We hosted Niraj Shah (CFO) for investor calls where he sounded optimistic about growth in premiums and sustaining margins near FY20-levels. FY22 can see margins expand with better scale and mix. A key negative is that mortality experience has been slightly worse than the past, but the company has reserves for that; guaranteed-return book is well hedged. Medium-term focus will be to scale up agency and maintain balanced mix of premiums and channel-contribution.

We maintain ‘buy’ on the stock with a price target of Rs 800 based on September ‘22 PEV of 5.0x.
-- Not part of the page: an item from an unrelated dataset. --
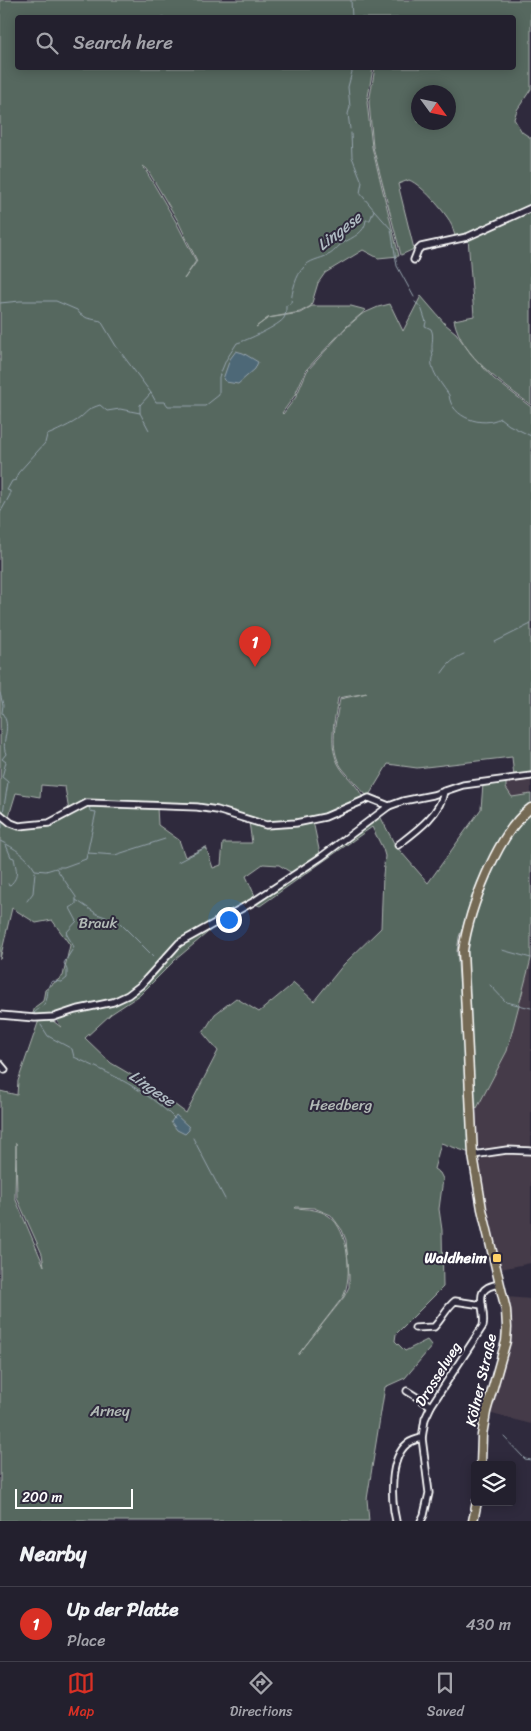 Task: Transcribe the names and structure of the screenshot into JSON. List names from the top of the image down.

Optimism about growth stems from strong trends in recent months and stronger non-ULIP business. HDFC Life has been outperforming peers on growth (retail premiums APE) with 45% YoY rise in October and 8% YTD. Early entry in non-ULIP segments and ramp up of distribution platform have supported this growth; protection is also growing well. In terms of premium, for FY21, management expects high single-digit growth with mid-teens growth in FY22. In term of VNB margins, FY21 margin will likely be similar to FY20 while margin expansion in FY22 should drive ~20% VNB growth.

Mortality claims worsening; reserving in FY20 will cover for it. Management stated that claims on protection side had gone higher than expectations due to a combination of Covid-linked deaths and lagged filing of normal claims. Still, this should not have a material impact on margins as the company had made some buffer provision in FY20 itself.

Focus on non-bancassurance channels needs to backed by variablisation of costs. Over the medium-term, the company is looking to increase the contribution from its agency channel from 13-14% of premiums currently to 25%. While this will reduce dependence on bancassurance partnership, it will also need to variablise agency — costs, otherwise earnings could be more cyclical.

It has also forged distribution partnerships with Yes Bank and SBI Securities.

Indian insurers better placed to manage hedges on guarantee risks: Management reiterated that its guaranteed return book was hedged for interest rate and cashflow risks. Interestingly, management highlighted that three key reasons made Indian insurers better placed to hedge such exposures. India has a larger supply of long-term bonds from the government yield curve, is steeper than most countries and access to FRA-type of derivative contracts help to hedge better.

‘Buy’ stays. We see 18% CAGR in premiums over FY20-23 to drive 17% CAGR in VNB and ROEV of 18% in FY22.